Twitter Sentiment Analysis Using Vader Lexicon and Random Forest Classifier

I conducted a comparison of word weighting using Count Vectorizer and TF-IDF, in classifying sentiment on tweets of motorcycle racing events at Mandalika Circuit. The dataset was taken from Twitter of tweets from February 04, 2022, to March 27, 2022. Then the dataset is cleaned to get a clean dataset that will be used in the next stage, using text preprocessing techniques. After that, sentiment labeling will be carried out, using Vader Lexicon. The last stage is data modeling. Data modeling is done using the Random Forest Classifier method to get the final result in the form of a classification model and the results of the comparison between Count Vectorizer and TF-IDF word weighting. The results of this analysis show that the use of Count Vectorizer is still better at analyzing sentiment on Mandalika Circuit tweets with an accuracy of 92.76% when compared to the use of TF-IDF which only gets an accuracy of 92.36%.

Requirements

There are some general library requirements for the project and some which are specific to individual methods. The general requirements are as follows.

NumPy [https://numpy.org] - Fast and versatile, the NumPy vectorization, indexing, and broadcasting concepts are the de-facto standards of array computing today.
Pandas [https://pandas.pydata.org] - Fast, powerful, flexible, and easy-to-use open-source data analysis and manipulation tool.
NLTK [https://www.nltk.org] - Standard Python library with prebuilt functions and utilities for ease of use and implementation.
Scikit-learn [https://scikit-learn.org] - Simple and efficient tools for predictive data analysis.

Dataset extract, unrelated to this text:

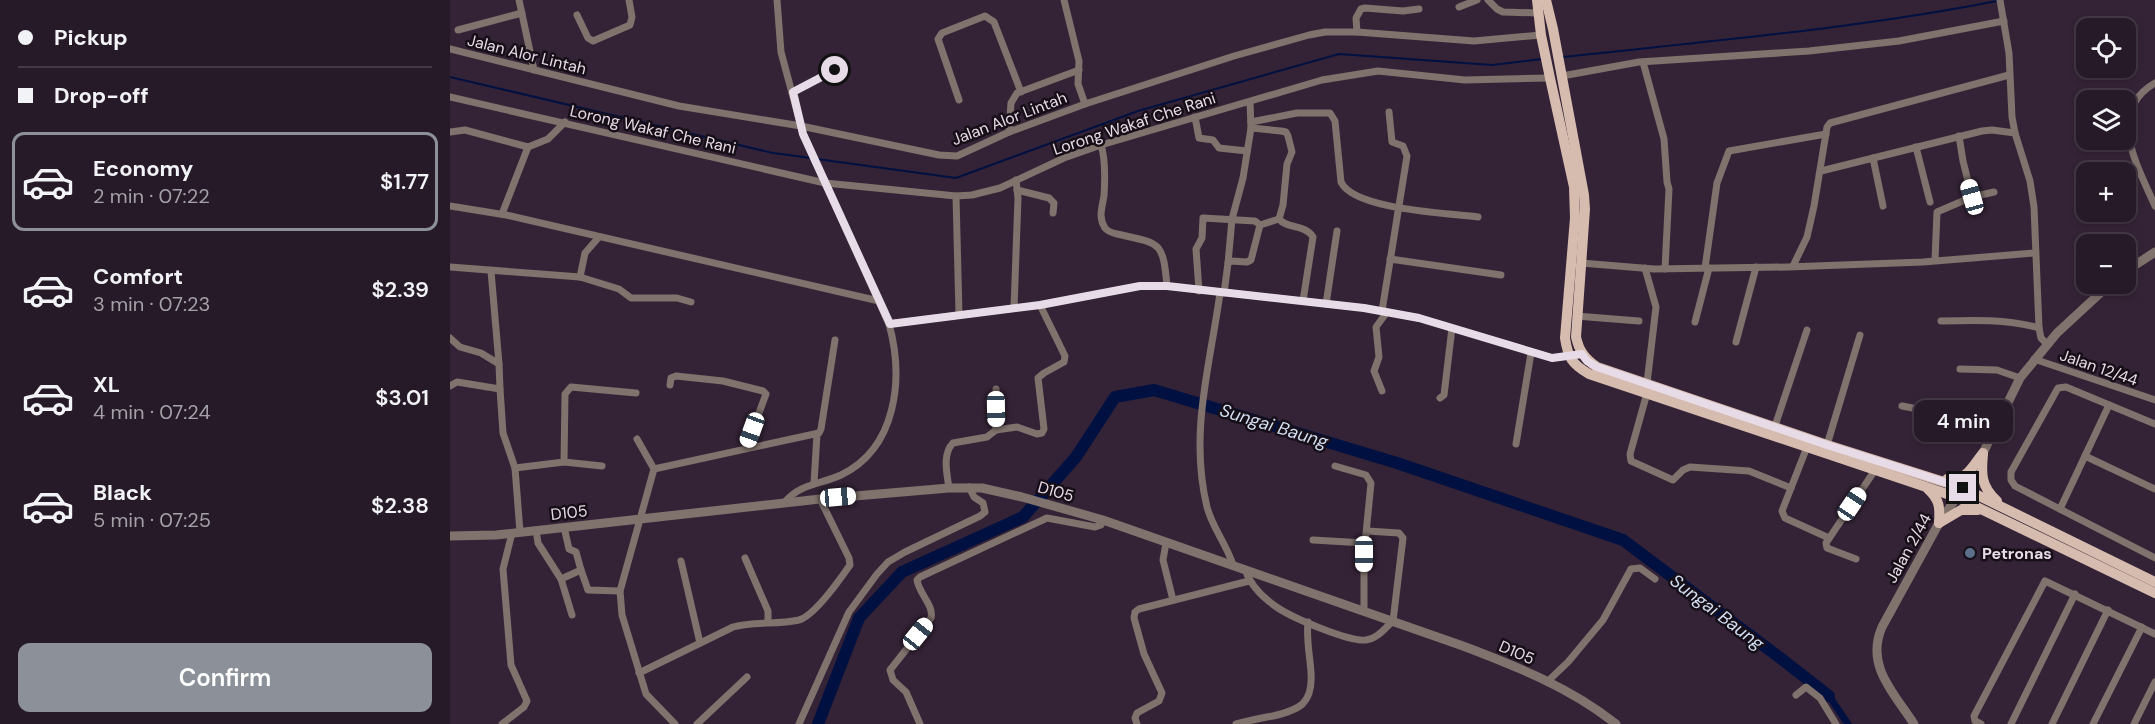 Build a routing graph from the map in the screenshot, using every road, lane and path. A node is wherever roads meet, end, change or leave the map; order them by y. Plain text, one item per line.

The library requirements specific to some methods are:

Swifter [https://pypi.org/project/swifter] - A package which efficiently applies any function to a pandas dataframe or series in the fastest available manner.
Seaborn [https://seaborn.pydata.org] - It provides a high-level interface for drawing attractive statistical graphics.
Matplotlib [https://matplotlib.org] - Comprehensive library for creating static, animated, and interactive visualizations.

Stage Explanation

Preprocessing

Run preprocessing.ipynb to see the clean dataset results. The clean dataset can be seen in preprocessing results. Text pre-processing is carried out to ensure good data quality before being used during data analysis, and is able to change the data to be more structured. The stages carried out in text pre-processing include Case Folding, Tokenizing, Normalization, Stemming, and Filtering.

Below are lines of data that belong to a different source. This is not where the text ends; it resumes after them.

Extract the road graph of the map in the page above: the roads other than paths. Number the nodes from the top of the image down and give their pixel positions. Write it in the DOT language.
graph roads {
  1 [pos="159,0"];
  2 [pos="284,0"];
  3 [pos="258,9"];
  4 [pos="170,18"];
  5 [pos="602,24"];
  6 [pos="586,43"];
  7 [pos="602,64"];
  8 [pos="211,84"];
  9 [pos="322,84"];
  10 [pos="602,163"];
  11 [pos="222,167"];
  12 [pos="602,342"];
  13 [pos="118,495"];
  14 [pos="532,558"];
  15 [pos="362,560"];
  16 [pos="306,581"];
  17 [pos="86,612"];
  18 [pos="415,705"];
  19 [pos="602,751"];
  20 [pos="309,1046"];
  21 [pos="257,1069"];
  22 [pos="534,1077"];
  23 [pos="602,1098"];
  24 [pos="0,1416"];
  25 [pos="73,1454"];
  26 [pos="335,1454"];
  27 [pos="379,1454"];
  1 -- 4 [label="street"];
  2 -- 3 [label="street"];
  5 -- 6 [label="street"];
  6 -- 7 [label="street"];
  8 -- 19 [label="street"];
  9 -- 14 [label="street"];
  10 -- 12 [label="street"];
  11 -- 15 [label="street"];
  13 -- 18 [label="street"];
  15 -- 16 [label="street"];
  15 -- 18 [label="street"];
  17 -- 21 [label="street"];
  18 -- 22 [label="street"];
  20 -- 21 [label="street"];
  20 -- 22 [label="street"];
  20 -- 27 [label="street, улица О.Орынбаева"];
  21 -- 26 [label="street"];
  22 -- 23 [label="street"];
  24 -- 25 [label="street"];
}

Case Folding => Case folding is a process where the program will read the text per row in the Text column, if there are characters that are uppercase or capital letters, they will be converted to lowercase or lowercase letters.
Tokenizing => In the tokenizing process, the text is separated into pieces called tokens, which are then analyzed. Words, numbers, symbols, punctuation marks, and other important entities can be considered as tokens. In NLP, tokens are defined as "words" although tokenizing can also be done in paragraphs or sentences. The tokenizing process also removes symbols, numbers, spaces, and links.
Normalization => The normalization process will change words that are not standard into standard words and also correct words that are typos, abbreviations, or "slang" by matching terms or words that come from the previous tokenizing process with the normalization dictionary. If the word is in the normalization dictionary, then the word will be changed to the correct word or the word that should be. In this process, I added a normalization dictionary in Excel (.xlsx), with the name kata_baku.xlsx. The normalization dictionary is obtained from the source https://github.com/teguhary/Automated-labelling-Inset-Lexicon/blob/master/Data/kamus_kata_alay.xlsx.
Stemming => Stemming is the process of returning the root word of a word that has successfully gone through the normalization process. At this stage, a word will be converted into a base word until the word that has a prefix and suffix will be removed according to the base word. At this stage, I also use the swifter library to speed up the stemming process on the dataframe by running tasks in parallel. The processing speed can be twice or even faster if using swifter.
Filtering => Filtering is the process of removing words that have no meaning such as conjunctions. At this stage, I used English stopwords obtained from the NLTK library for filtering the data frame. I added the stopword list in the form of .txt with the name stopword inggris.txt.

Labeling

Run vader sentiment.ipynb to see the labeled dataset results. The labeled dataset can be seen in the sentiment results. Data labeling uses the Vader Lexicon method, utilizing the NLTK data server that has been connected to the Vader Lexicon. Each score generated will be combined to produce a compound, which has been normalized between -1 to +1. The compound score in this Vader method is the combined result or can be referred to as the average. There are three sentiment labels: positive, negative, and neutral. A compound score above 0.05 is positive, below -0.05 is negative, and between -0.05 and 0.05 is neutral.

Modeling

Run modeling.ipynb to see the modeling results. At this stage, there are four stages including Data Division, Word Weighting, Data Classification, and Model Visualization.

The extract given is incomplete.